--- Supplied entries Enclosed Below ---
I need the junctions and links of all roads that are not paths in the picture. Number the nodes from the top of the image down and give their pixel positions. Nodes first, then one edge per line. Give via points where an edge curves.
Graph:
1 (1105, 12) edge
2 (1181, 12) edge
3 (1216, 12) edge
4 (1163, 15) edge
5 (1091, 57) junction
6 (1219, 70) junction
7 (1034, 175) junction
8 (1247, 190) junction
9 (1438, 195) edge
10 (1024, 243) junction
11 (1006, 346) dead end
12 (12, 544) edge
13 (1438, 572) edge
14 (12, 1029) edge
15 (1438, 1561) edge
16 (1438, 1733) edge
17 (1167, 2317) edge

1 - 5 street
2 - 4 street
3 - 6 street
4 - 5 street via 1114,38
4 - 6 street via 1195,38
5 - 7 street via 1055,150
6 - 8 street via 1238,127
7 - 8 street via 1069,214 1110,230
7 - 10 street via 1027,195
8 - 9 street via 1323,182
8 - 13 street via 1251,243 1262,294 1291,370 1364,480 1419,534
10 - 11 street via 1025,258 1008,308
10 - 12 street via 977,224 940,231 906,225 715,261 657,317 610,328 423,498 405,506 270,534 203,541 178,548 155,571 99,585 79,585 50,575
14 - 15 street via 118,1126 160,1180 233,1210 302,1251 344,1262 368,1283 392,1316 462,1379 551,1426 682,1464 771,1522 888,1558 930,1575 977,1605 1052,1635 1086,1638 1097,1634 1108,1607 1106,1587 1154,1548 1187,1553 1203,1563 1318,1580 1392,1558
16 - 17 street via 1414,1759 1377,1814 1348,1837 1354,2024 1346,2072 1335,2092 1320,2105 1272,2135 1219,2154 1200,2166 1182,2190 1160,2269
--- End of Enclosed Supplied entries ---
◆ **What the task asks**: Report all lines of the data that include the word "edge".

◆ **Your solution**:
I need the junctions and links of all roads that are not paths in the picture. Number the nodes from the top of the image down and give their pixel positions. Nodes first, then one edge per line. Give via points where an edge curves.
1 (1105, 12) edge
2 (1181, 12) edge
3 (1216, 12) edge
4 (1163, 15) edge
9 (1438, 195) edge
12 (12, 544) edge
13 (1438, 572) edge
14 (12, 1029) edge
15 (1438, 1561) edge
16 (1438, 1733) edge
17 (1167, 2317) edge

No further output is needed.